The Maze Runner – James Dashner

Maze

Let’s play critical mad libs. I’ll give you a list of phrases, and you fill in the blanks to write a review about any movie, book, or game you want! Here are some popular ones:

“It’s like (title) meets (another title)!”
“Fans of (title) won’t want to miss this!”
“Picture (title), but on a (recreational drug) trip!”
“Come see this year’s (last year’s big success that nothing could ever possibly live up to)!”
“It’s (title) for (kids / grown-ups / the elderly / hamsters / guys who sell inflatable dolls at sex shops)!”

And if all those fail, you can’t go wrong with:

“Die Hard (on / in) a (vehicle / building / world heritage site / piece of furniture / inventory item from sex shop)!”

With this criteria laid out, my job becomes easy. “The Maze Runner is like Ender’s Game meets Total Recall, but for kids! Fans of Divergent won’t want to miss this. Picture Battle Royale, but on a heavy dose of pot. Come read this year’s Hunger Games. It’s like Die Hard in a post-apocalyptic sci-fi reproduction of the Cretan labyrinth!”

The point, of course, being that The Maze Runner might be a fun read, but it’s been done before.

The Maze Runner is your pretty standard, run-of-the-maze, dystopian teen murder porn. Thomas wakes up one day with a case of memory loss that would make Willie Nelson re-think his life choices (if he could remember them). Questioning the boys who find him, he learns that he’s been put in a sausage-fest hunger games in the middle of a labyrinth stocked with some spare Silent Hill monsters the game’s creators had lying around.* The boys have no clear objectives, and operate simply with a desire to map out the maze, whose walls change plans more often than the Trump administration’s, and to show up those Lord of the Flies douchebags by having a fully-functioning and ordered society.

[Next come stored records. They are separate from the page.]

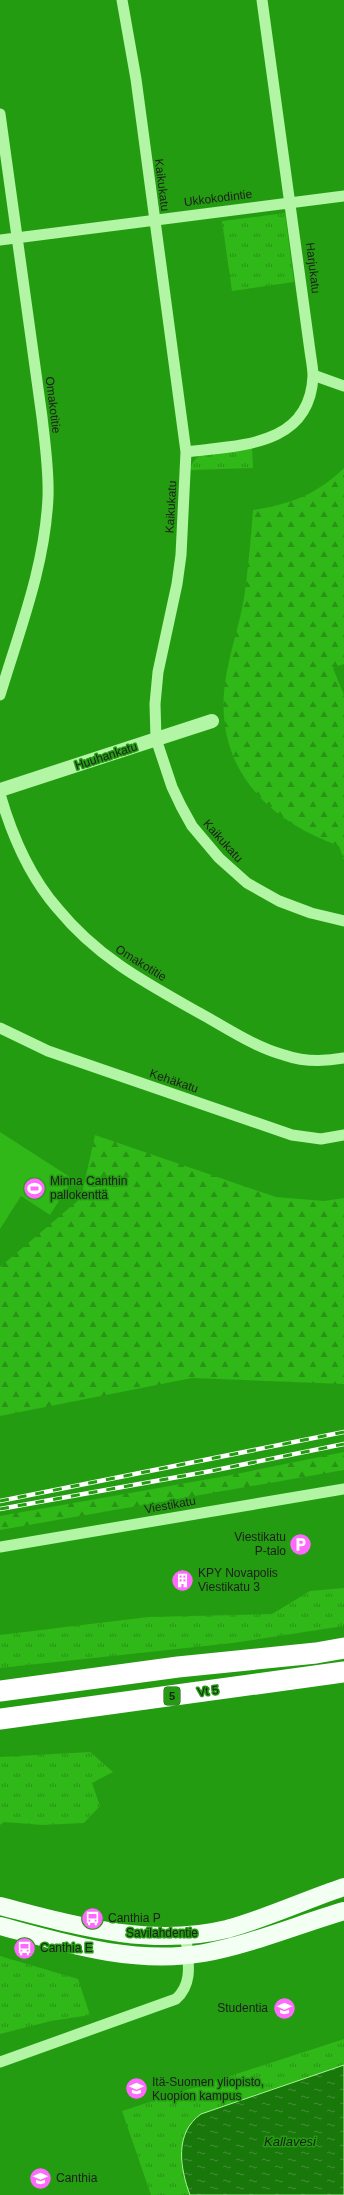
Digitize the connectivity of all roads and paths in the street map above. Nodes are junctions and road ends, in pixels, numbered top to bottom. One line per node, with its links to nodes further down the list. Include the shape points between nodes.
1 (122, 0): 6 (street, Kaikukatu, via 135,72)
2 (262, 0): 5 (street, Harjukatu)
3 (0, 114): 7 (street, Omakotitie)
4 (344, 196): 5 (street, Ukkokodintie)
5 (291, 202): 6 (street, Ukkokodintie); 9 (street, Harjukatu)
6 (153, 219): 7 (street, Ukkokodintie); 11 (street, Kaikukatu)
7 (18, 238): 8 (street, Ukkokodintie); 12 (street, Omakotitie, via 42,417 48,496 33,590)
8 (0, 240)
9 (313, 375): 10 (street); 11 (street, Harjukatu, via 311,388 300,414 295,423 283,432 251,443)
10 (344, 386)
11 (186, 452): 14 (street, Kaikukatu, via 181,555 158,672 155,704)
12 (0, 695)
13 (212, 721): 14 (street, Huuhankatu)
14 (156, 739): 15 (street, Huuhankatu); 17 (street, Kaikukatu, via 181,806 192,826 219,858 247,882 279,901 311,913)
15 (0, 790)
16 (0, 794): 19 (street, Omakotitie, via 13,834 32,873 72,926 105,956 151,986 256,1045 284,1056 316,1062)
17 (344, 921)
18 (0, 1028): 20 (street, Kehäkatu, via 76,1062 292,1135 321,1139)
19 (344, 1058)
20 (344, 1135)
21 (344, 1489): 22 (street, Viestikatu)
22 (0, 1547)
23 (344, 1648): 27 (highway)
24 (344, 1672): 25 (highway, Vt 5 / 5)
25 (275, 1682): 26 (highway); 28 (highway, Vt 5 / 5)
26 (344, 1683)
27 (0, 1691)
28 (0, 1719)
29 (344, 1887): 33 (main road, Savilahdentie, via 247,1923)
30 (0, 1906): 33 (main road, Savilahdentie, via 80,1927 110,1932 139,1936)
31 (344, 1911): 34 (main road, Savilahdentie, via 227,1948)
32 (0, 1926): 34 (main road, Savilahdentie, via 95,1951 127,1955)
33 (186, 1935): 34 (street)
34 (187, 1955): 35 (street, via 189,1974 184,1992 176,1999)
35 (0, 2062)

*presumably, who were out of work after Silent Hills was canceled.

The book is okay, if you liked the Hunger Games but really didn’t like the way your head hurt after all that social relevance and critical thinking. Since the boys have the memories of a frat boy on Sunday morning, there’s no context for the maze. For all we know, the world could have become super-right-wing and wants to punish these kids for self-love, or it was destroyed in a nuclear war and the boys were stuffed away like heritage seeds by a confused biologist, or it could take place in modern times after The Bachelor ended and TV audiences ached for the next inane reality show to clear out all that pesky brain power growing in their heads. But without that, it’s kind of like being stuck on a bus in the middle of a traffic jam—the creatures around me are interesting in a grotesque can’t-look-away sort of way, and I definitely saw a lot of disturbing things that raised some weird questions, but I didn’t feel I was heading anywhere important, at least not any time soon.

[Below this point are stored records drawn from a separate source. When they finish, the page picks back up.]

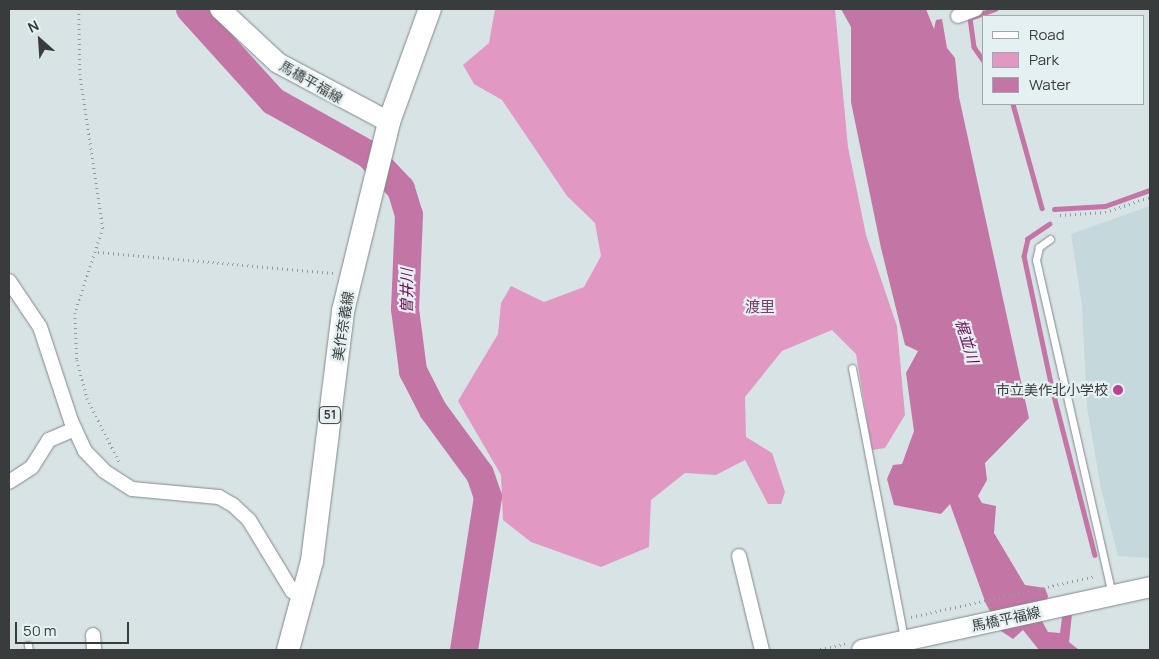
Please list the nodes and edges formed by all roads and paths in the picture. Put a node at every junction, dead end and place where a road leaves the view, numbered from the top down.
1 (79, 9) edge
2 (220, 9) edge
3 (430, 9) edge
4 (976, 9) edge
5 (958, 16) dead end
6 (389, 122) junction
7 (1150, 198) edge
8 (1060, 215) dead end
9 (1050, 239) dead end
10 (98, 252) junction
11 (352, 276) junction
12 (9, 281) edge
13 (852, 368) dead end
14 (75, 429) junction
15 (9, 482) edge
16 (132, 489) junction
17 (739, 556) dead end
18 (1100, 575) dead end
19 (1150, 587) edge
20 (1110, 596) junction
21 (302, 598) junction
22 (907, 618) dead end
23 (93, 635) dead end
24 (908, 640) junction
25 (94, 650) edge
26 (288, 650) edge
27 (762, 650) edge
28 (862, 650) edge

1 - 10 path
2 - 6 main road, 馬橋平福線
3 - 6 main road, 美作奈義線 / 51
4 - 5 street
6 - 11 main road, 美作奈義線 / 51
7 - 8 path
9 - 20 lane
10 - 11 path
10 - 16 path
11 - 21 main road, 美作奈義線 / 51
12 - 14 street
13 - 24 lane
14 - 15 street
14 - 16 street
16 - 21 street
17 - 27 street
18 - 22 path
19 - 20 main road, 馬橋平福線
20 - 24 main road, 馬橋平福線
21 - 26 main road, 美作奈義線 / 51
23 - 25 street
24 - 28 main road, 馬橋平福線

The author tells us over and over that these kids are of above-average intelligence, which makes the book suffer from Ender’s Game Syndrome. Orson Scott Card kept repeating that Ender was intelligent like a younger sibling trying to get us to punch him in the face, but the only idea he ever gave us to support this idea was that Ender discovered a strategical advantage in beating and/or killing his enemies. Likewise, the Maze Runner constantly shows Thomas solving the mysteries of the maze through his brilliant strategy of having someone tell him the answers. Generally, if an author tells me a character is smart, I expect to see something clever that I wouldn’t have thought of myself. But Thomas never figures out anything on his own, and can’t even figure out what the mysterious acronym stands for when it is literally spelled out for him on a sign.

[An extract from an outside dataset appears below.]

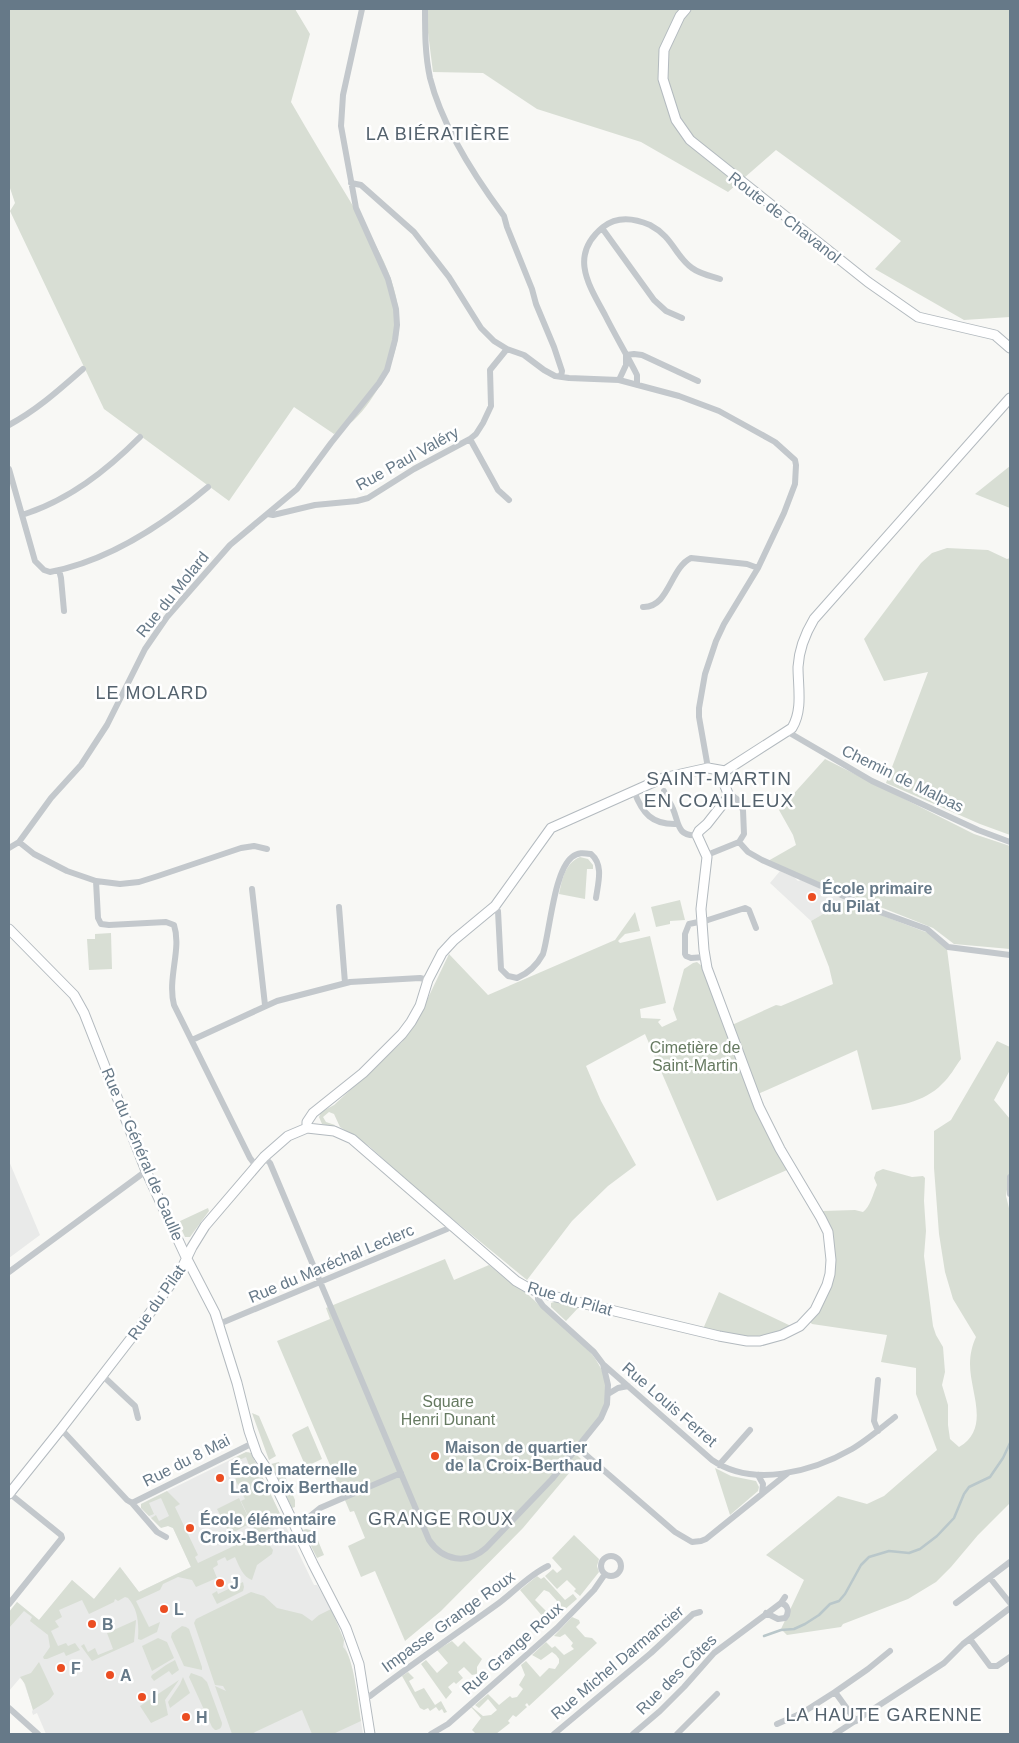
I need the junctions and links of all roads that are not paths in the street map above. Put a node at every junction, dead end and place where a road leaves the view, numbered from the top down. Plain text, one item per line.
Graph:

The book also fails to build up the gravity of the situation by not knowing who to kill or when to kill them. I’ve been more attached to red shirts from Star Trek than I have to the people who get taken by the maze monsters. I could tell you right now that they kill Adam without spoiling the story for you because after Thomas finds out that Adam is dead, the next line in the book literally tells us that Thomas didn’t know Adam and had never talked to him. Granted, you don’t want to swing to the George Martin extreme and build a world where characters drop dead like they dust their crops with anthrax, but a sudden death of an important character now and then might shatter the impression that running through the maze is about as dangerous as getting up to pee in the middle of the night.

I know I usually read through an entire series before reviewing it, but something told me this time around I needed to review the first book by itself. I think that was my brain’s way of telling me I needed to seriously think about whether I even want to read the rest of the series. Or maybe I could do something more productive like create a hedge maze in my backyard and re-create scenes from the movie. By which, I mean The Shining.